• **Records to use**
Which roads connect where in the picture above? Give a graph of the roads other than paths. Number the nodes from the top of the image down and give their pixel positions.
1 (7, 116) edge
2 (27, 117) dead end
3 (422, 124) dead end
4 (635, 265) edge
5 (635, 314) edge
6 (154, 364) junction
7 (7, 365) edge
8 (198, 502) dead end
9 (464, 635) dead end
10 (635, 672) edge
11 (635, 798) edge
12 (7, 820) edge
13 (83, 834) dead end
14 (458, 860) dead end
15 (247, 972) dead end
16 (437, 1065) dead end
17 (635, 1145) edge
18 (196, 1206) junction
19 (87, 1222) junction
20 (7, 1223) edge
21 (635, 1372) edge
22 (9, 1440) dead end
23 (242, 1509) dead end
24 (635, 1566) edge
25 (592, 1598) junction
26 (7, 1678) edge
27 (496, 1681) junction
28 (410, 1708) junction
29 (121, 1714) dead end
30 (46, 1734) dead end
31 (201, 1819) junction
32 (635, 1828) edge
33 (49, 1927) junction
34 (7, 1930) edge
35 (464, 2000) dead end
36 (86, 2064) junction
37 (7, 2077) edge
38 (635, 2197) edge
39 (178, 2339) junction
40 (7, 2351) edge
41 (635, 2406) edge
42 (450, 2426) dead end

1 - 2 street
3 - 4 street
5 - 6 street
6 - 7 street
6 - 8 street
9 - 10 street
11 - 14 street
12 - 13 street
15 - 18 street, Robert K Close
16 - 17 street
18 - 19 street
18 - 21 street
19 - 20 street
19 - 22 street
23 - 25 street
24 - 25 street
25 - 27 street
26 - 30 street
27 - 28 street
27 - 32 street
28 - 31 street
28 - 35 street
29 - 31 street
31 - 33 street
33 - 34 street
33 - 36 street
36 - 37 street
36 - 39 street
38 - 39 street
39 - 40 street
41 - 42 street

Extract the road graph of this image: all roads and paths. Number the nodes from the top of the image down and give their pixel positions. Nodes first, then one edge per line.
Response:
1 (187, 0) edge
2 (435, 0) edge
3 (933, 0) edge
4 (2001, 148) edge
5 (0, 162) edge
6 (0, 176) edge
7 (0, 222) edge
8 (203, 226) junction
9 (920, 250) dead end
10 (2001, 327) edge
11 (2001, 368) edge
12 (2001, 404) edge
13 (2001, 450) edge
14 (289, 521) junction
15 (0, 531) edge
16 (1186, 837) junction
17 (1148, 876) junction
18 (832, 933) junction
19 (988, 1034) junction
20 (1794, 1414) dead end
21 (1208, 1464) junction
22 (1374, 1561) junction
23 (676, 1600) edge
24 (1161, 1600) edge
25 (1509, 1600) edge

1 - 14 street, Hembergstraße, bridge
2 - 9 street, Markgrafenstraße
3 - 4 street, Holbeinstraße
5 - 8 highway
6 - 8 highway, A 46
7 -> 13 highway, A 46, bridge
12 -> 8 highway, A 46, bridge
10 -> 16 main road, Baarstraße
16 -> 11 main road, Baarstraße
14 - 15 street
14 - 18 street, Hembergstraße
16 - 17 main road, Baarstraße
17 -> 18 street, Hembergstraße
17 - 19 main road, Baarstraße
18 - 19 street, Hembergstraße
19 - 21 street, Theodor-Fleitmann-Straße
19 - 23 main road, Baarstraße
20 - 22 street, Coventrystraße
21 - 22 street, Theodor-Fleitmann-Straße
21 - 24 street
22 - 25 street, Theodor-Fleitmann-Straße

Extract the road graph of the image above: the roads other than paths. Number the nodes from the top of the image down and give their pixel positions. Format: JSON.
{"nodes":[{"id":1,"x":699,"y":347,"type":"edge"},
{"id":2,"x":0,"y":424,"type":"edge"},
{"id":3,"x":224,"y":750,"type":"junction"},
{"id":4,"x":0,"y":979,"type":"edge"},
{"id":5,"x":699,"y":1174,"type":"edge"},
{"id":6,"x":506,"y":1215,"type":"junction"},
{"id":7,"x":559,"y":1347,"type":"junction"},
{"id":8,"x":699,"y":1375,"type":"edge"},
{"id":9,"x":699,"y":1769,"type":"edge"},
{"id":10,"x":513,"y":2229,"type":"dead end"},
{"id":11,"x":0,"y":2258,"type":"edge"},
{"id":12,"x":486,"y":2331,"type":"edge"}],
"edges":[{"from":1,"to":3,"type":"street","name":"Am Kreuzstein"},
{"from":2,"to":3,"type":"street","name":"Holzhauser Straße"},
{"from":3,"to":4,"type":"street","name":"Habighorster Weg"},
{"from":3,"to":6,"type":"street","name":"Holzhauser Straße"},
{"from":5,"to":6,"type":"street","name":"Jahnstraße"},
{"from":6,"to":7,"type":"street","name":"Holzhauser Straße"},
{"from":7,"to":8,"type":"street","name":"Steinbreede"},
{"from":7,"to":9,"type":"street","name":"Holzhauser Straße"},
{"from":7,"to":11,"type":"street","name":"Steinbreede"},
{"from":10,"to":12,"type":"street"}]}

• **Required work**
Reproduce each entry precisely, so that nothing differs from the original.

• **Exercise answer**
Which roads connect where in the picture above? Give a graph of the roads other than paths. Number the nodes from the top of the image down and give their pixel positions.
1 (7, 116) edge
2 (27, 117) dead end
3 (422, 124) dead end
4 (635, 265) edge
5 (635, 314) edge
6 (154, 364) junction
7 (7, 365) edge
8 (198, 502) dead end
9 (464, 635) dead end
10 (635, 672) edge
11 (635, 798) edge
12 (7, 820) edge
13 (83, 834) dead end
14 (458, 860) dead end
15 (247, 972) dead end
16 (437, 1065) dead end
17 (635, 1145) edge
18 (196, 1206) junction
19 (87, 1222) junction
20 (7, 1223) edge
21 (635, 1372) edge
22 (9, 1440) dead end
23 (242, 1509) dead end
24 (635, 1566) edge
25 (592, 1598) junction
26 (7, 1678) edge
27 (496, 1681) junction
28 (410, 1708) junction
29 (121, 1714) dead end
30 (46, 1734) dead end
31 (201, 1819) junction
32 (635, 1828) edge
33 (49, 1927) junction
34 (7, 1930) edge
35 (464, 2000) dead end
36 (86, 2064) junction
37 (7, 2077) edge
38 (635, 2197) edge
39 (178, 2339) junction
40 (7, 2351) edge
41 (635, 2406) edge
42 (450, 2426) dead end

1 - 2 street
3 - 4 street
5 - 6 street
6 - 7 street
6 - 8 street
9 - 10 street
11 - 14 street
12 - 13 street
15 - 18 street, Robert K Close
16 - 17 street
18 - 19 street
18 - 21 street
19 - 20 street
19 - 22 street
23 - 25 street
24 - 25 street
25 - 27 street
26 - 30 street
27 - 28 street
27 - 32 street
28 - 31 street
28 - 35 street
29 - 31 street
31 - 33 street
33 - 34 street
33 - 36 street
36 - 37 street
36 - 39 street
38 - 39 street
39 - 40 street
41 - 42 street

Extract the road graph of this image: all roads and paths. Number the nodes from the top of the image down and give their pixel positions. Nodes first, then one edge per line.
Response:
1 (187, 0) edge
2 (435, 0) edge
3 (933, 0) edge
4 (2001, 148) edge
5 (0, 162) edge
6 (0, 176) edge
7 (0, 222) edge
8 (203, 226) junction
9 (920, 250) dead end
10 (2001, 327) edge
11 (2001, 368) edge
12 (2001, 404) edge
13 (2001, 450) edge
14 (289, 521) junction
15 (0, 531) edge
16 (1186, 837) junction
17 (1148, 876) junction
18 (832, 933) junction
19 (988, 1034) junction
20 (1794, 1414) dead end
21 (1208, 1464) junction
22 (1374, 1561) junction
23 (676, 1600) edge
24 (1161, 1600) edge
25 (1509, 1600) edge

1 - 14 street, Hembergstraße, bridge
2 - 9 street, Markgrafenstraße
3 - 4 street, Holbeinstraße
5 - 8 highway
6 - 8 highway, A 46
7 -> 13 highway, A 46, bridge
12 -> 8 highway, A 46, bridge
10 -> 16 main road, Baarstraße
16 -> 11 main road, Baarstraße
14 - 15 street
14 - 18 street, Hembergstraße
16 - 17 main road, Baarstraße
17 -> 18 street, Hembergstraße
17 - 19 main road, Baarstraße
18 - 19 street, Hembergstraße
19 - 21 street, Theodor-Fleitmann-Straße
19 - 23 main road, Baarstraße
20 - 22 street, Coventrystraße
21 - 22 street, Theodor-Fleitmann-Straße
21 - 24 street
22 - 25 street, Theodor-Fleitmann-Straße

Extract the road graph of the image above: the roads other than paths. Number the nodes from the top of the image down and give their pixel positions. Format: JSON.
{"nodes":[{"id":1,"x":699,"y":347,"type":"edge"},
{"id":2,"x":0,"y":424,"type":"edge"},
{"id":3,"x":224,"y":750,"type":"junction"},
{"id":4,"x":0,"y":979,"type":"edge"},
{"id":5,"x":699,"y":1174,"type":"edge"},
{"id":6,"x":506,"y":1215,"type":"junction"},
{"id":7,"x":559,"y":1347,"type":"junction"},
{"id":8,"x":699,"y":1375,"type":"edge"},
{"id":9,"x":699,"y":1769,"type":"edge"},
{"id":10,"x":513,"y":2229,"type":"dead end"},
{"id":11,"x":0,"y":2258,"type":"edge"},
{"id":12,"x":486,"y":2331,"type":"edge"}],
"edges":[{"from":1,"to":3,"type":"street","name":"Am Kreuzstein"},
{"from":2,"to":3,"type":"street","name":"Holzhauser Straße"},
{"from":3,"to":4,"type":"street","name":"Habighorster Weg"},
{"from":3,"to":6,"type":"street","name":"Holzhauser Straße"},
{"from":5,"to":6,"type":"street","name":"Jahnstraße"},
{"from":6,"to":7,"type":"street","name":"Holzhauser Straße"},
{"from":7,"to":8,"type":"street","name":"Steinbreede"},
{"from":7,"to":9,"type":"street","name":"Holzhauser Straße"},
{"from":7,"to":11,"type":"street","name":"Steinbreede"},
{"from":10,"to":12,"type":"street"}]}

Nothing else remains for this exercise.